Fumagillin (soluble salt Fumidil B) has activity against microsporidia, and solutions applied topically have been used in corneal infections. The effects of this drug are static rather than cidal, and relapses of infection occur when the treatment has been discontinued. In one study, the efficacy of fumagillin was measured by clearance of E. bieneusi from stools and intestinal biopsy specimens; four patients who received fumagillin remained free of E. bieneusi after a mean follow‑up of 10 months.

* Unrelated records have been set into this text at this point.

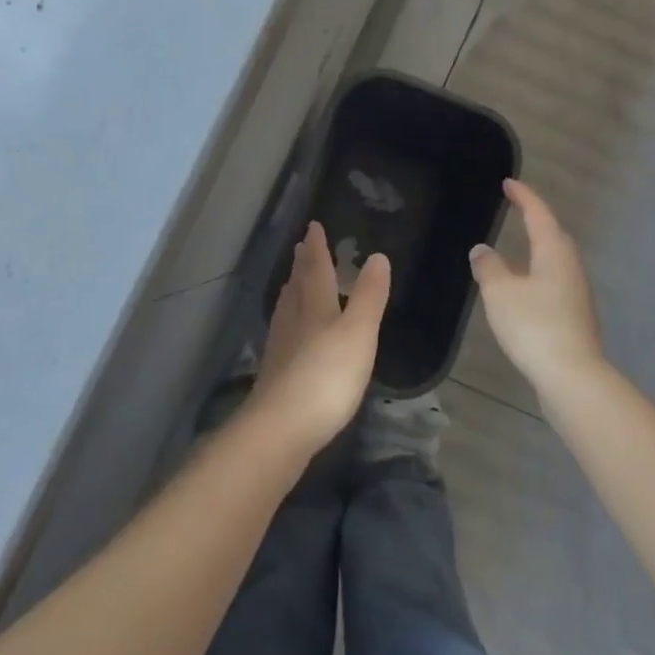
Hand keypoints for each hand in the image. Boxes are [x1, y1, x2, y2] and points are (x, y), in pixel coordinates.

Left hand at [244, 222, 390, 457]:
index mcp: (314, 306)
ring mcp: (281, 347)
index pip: (315, 268)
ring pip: (287, 308)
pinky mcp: (277, 373)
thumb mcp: (358, 332)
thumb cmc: (327, 375)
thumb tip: (377, 256)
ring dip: (292, 290)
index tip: (313, 226)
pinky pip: (284, 332)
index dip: (316, 247)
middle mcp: (293, 320)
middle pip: (297, 285)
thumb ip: (368, 296)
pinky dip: (289, 319)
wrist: (282, 427)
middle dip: (302, 265)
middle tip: (302, 248)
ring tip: (294, 281)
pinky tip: (290, 331)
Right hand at [469, 179, 605, 395]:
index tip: (509, 183)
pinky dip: (536, 274)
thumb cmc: (533, 325)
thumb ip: (488, 266)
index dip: (523, 196)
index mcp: (554, 251)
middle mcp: (570, 265)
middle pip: (553, 235)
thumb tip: (482, 249)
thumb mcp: (500, 292)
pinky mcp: (574, 315)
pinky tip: (521, 289)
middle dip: (535, 220)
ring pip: (554, 260)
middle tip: (516, 210)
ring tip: (514, 250)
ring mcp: (576, 292)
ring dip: (536, 250)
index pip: (538, 213)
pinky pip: (553, 282)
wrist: (571, 375)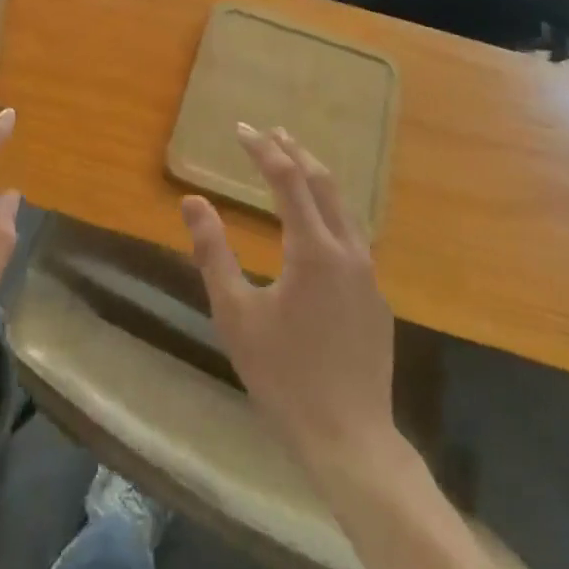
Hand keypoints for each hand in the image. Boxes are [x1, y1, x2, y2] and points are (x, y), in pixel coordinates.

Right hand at [182, 125, 395, 470]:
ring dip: (316, 180)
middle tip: (272, 132)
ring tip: (294, 165)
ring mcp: (368, 274)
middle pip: (323, 183)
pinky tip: (317, 226)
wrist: (350, 439)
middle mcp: (347, 250)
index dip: (263, 149)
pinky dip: (329, 212)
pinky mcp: (376, 298)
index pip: (286, 179)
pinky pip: (352, 237)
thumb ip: (213, 252)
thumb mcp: (235, 313)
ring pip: (343, 208)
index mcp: (312, 249)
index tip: (241, 128)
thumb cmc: (283, 375)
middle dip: (295, 152)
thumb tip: (192, 201)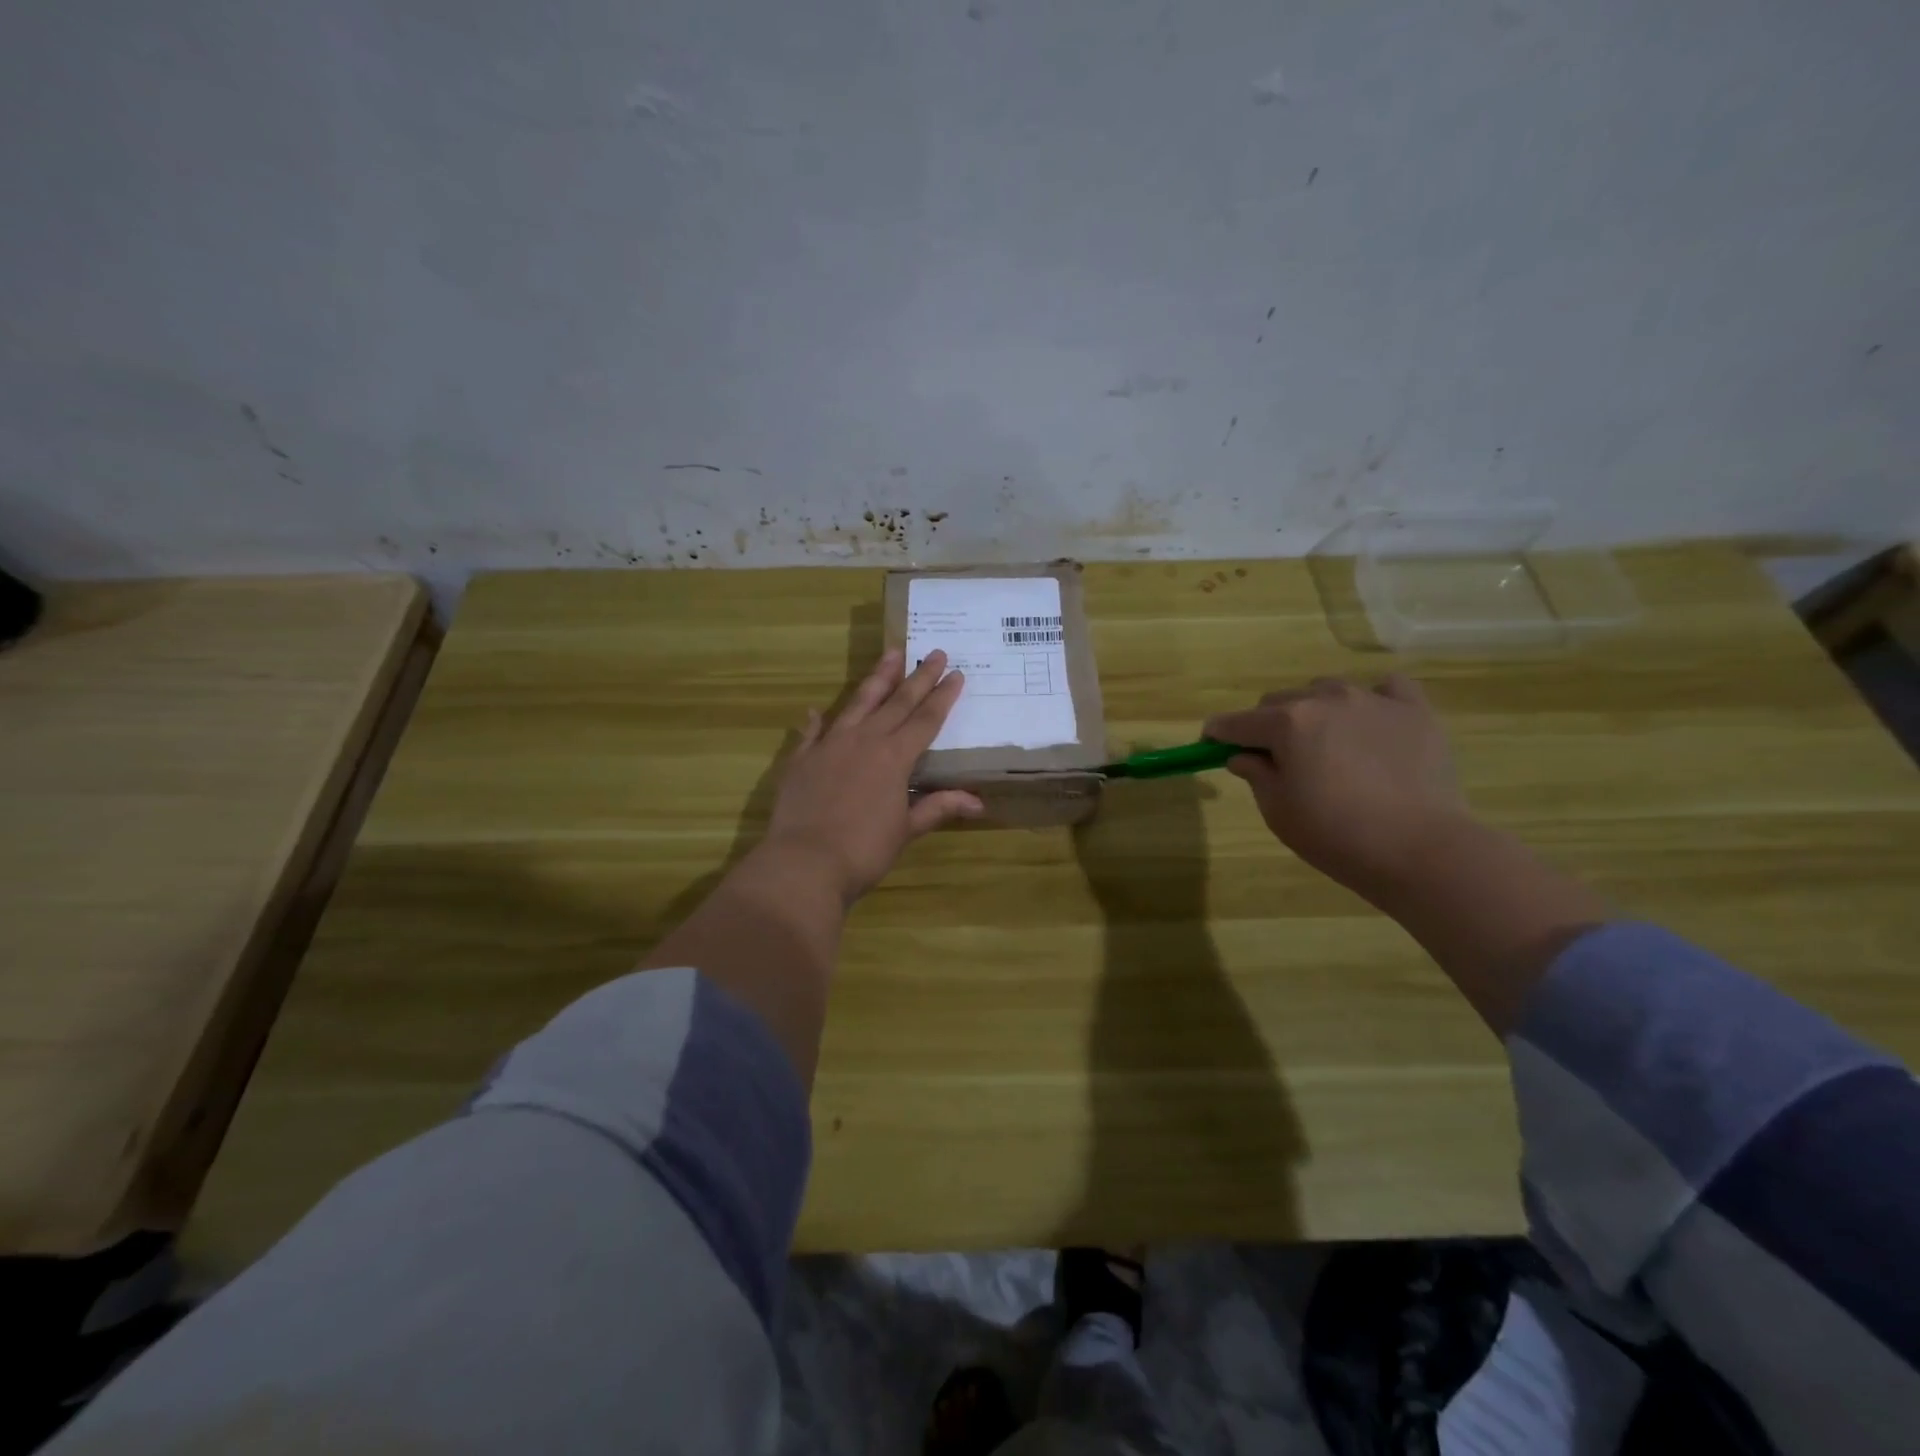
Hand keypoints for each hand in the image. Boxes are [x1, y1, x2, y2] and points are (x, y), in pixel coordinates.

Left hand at [760, 648, 983, 903]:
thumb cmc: (864, 850)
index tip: (956, 673)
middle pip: (897, 702)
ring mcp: (830, 745)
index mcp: (894, 757)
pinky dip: (816, 721)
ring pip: (858, 703)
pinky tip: (816, 709)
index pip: (925, 719)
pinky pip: (812, 732)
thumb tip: (978, 801)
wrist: (804, 863)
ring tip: (890, 654)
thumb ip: (937, 807)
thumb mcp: (906, 830)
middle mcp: (864, 741)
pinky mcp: (802, 759)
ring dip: (876, 679)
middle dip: (918, 677)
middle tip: (933, 651)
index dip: (943, 696)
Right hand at [1203, 675, 1470, 895]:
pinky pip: (1386, 688)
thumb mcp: (1279, 812)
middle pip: (1279, 701)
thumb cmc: (1337, 835)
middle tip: (1275, 759)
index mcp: (1286, 723)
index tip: (1210, 747)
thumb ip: (1255, 775)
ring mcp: (1373, 700)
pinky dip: (1372, 700)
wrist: (1422, 849)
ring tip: (1327, 744)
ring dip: (1315, 711)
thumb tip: (1243, 756)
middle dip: (1267, 725)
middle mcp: (1325, 699)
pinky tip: (1373, 724)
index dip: (1217, 735)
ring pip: (1327, 691)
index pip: (1235, 722)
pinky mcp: (1414, 710)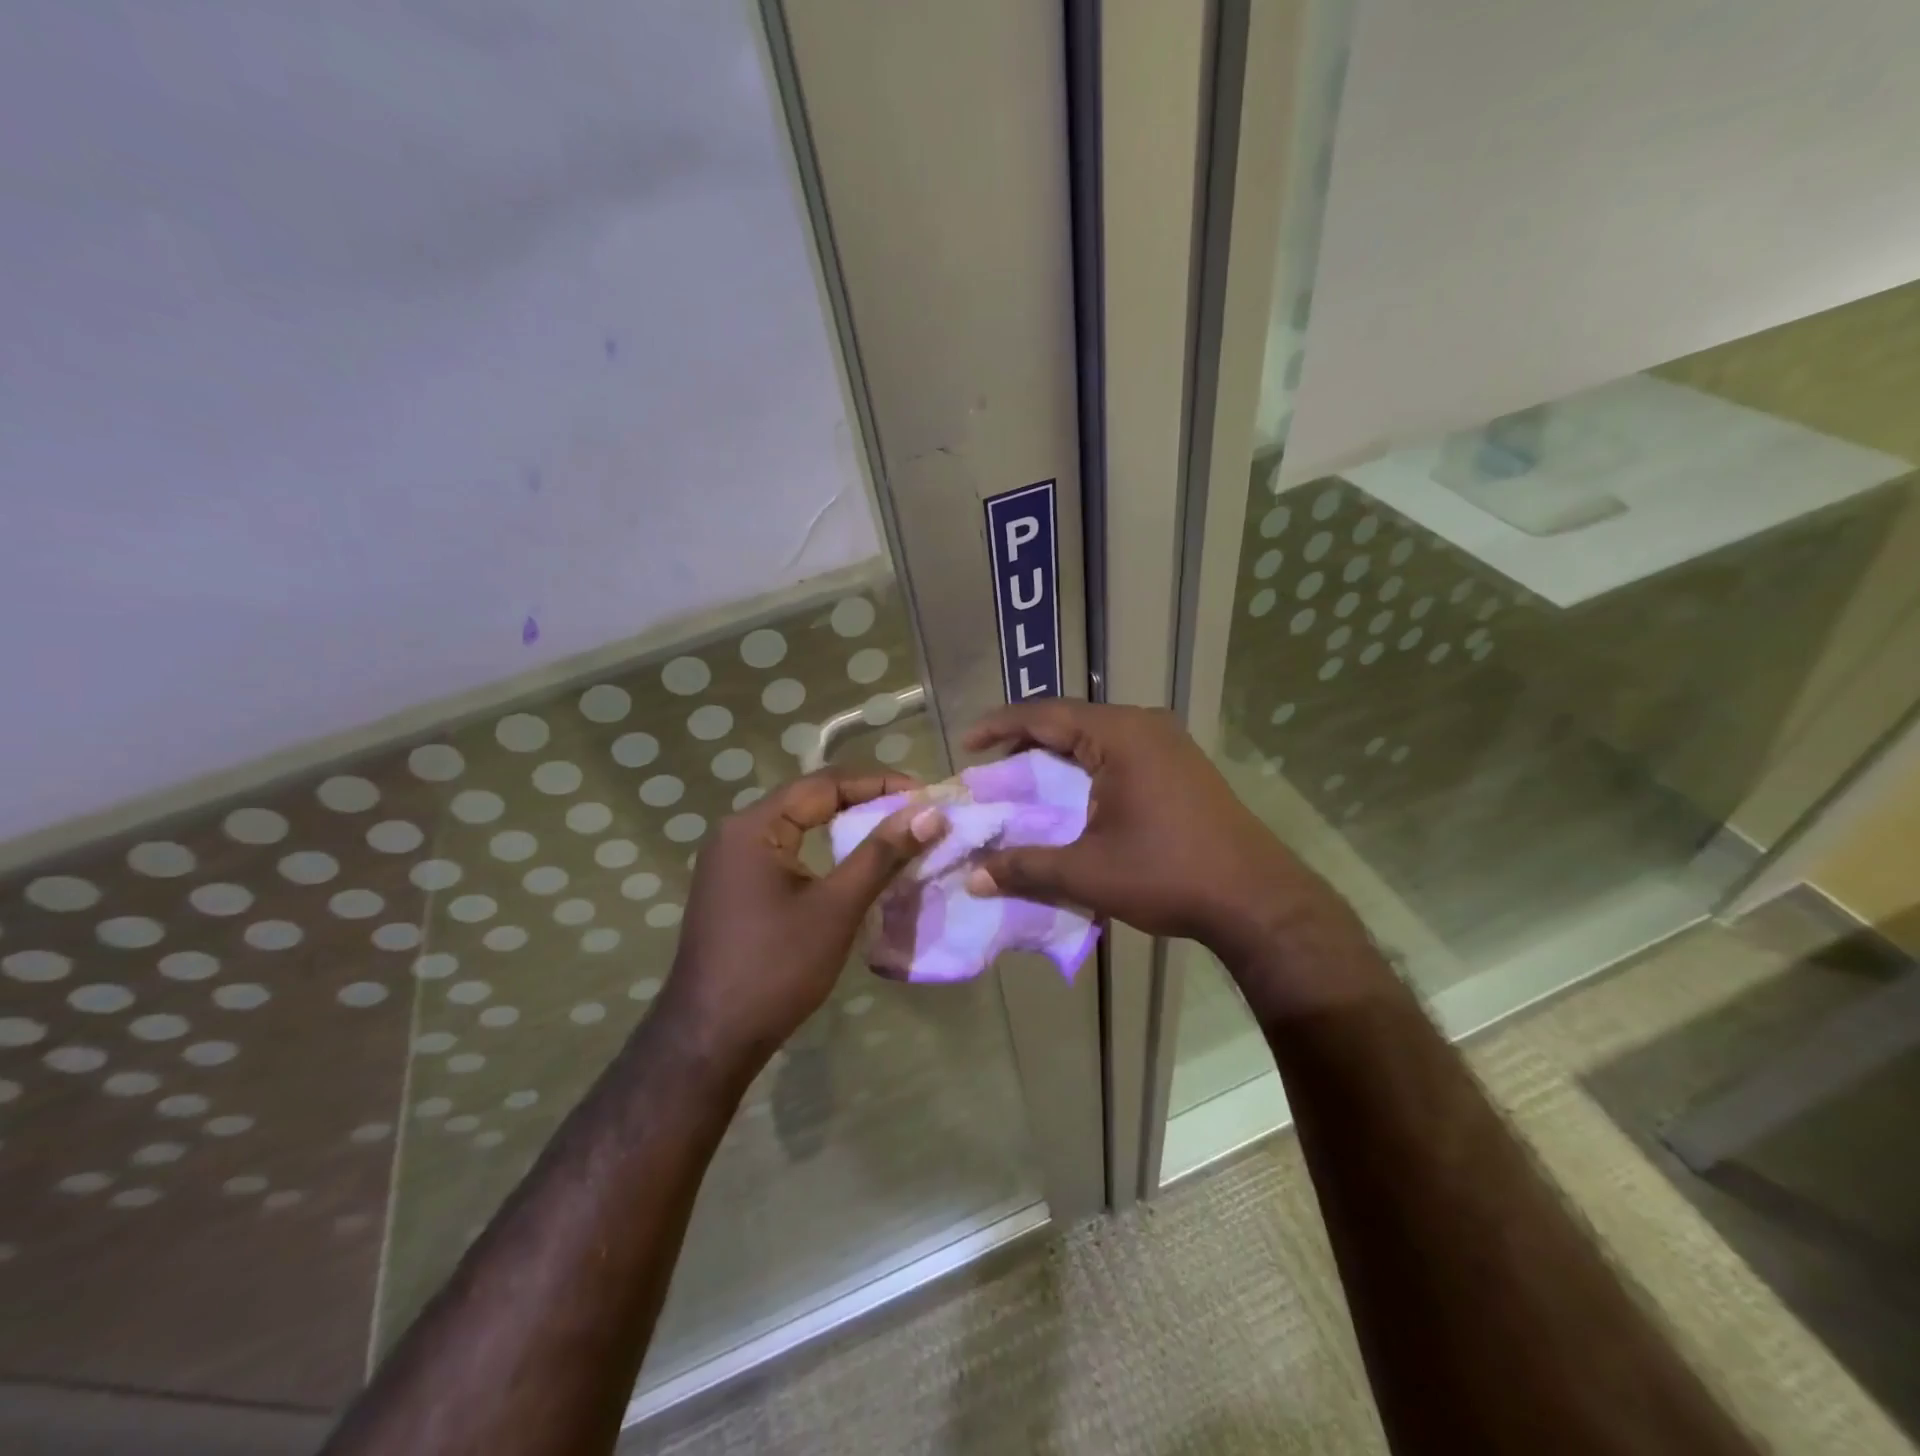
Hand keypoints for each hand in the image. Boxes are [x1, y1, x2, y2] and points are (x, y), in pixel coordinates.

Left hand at [659, 768, 944, 1066]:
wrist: (711, 1039)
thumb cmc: (776, 967)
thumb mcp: (836, 906)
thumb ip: (882, 854)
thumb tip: (929, 813)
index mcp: (754, 826)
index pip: (824, 784)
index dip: (879, 783)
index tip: (924, 795)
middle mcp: (737, 832)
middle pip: (810, 800)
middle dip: (865, 802)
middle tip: (914, 813)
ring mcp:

Itraconazole can also be recommended to treat ocular, nasal, and paranasal sinus infection caused by E. cuniculi parasites when albendazole fails.

Control:
Improved hygiene, adequate disposal of fecal waste, adequate washing of contaminated fruits and vegetables.  The presence of infective spores in human clinical specimens suggests that precautions when handling body fluids and personal hygiene measures such as hand washing may be important in preventing primary infections in the health care setting. However, comprehensive guidelines for disease prevention will require more definitive information regarding sources of infection and modes of transmission.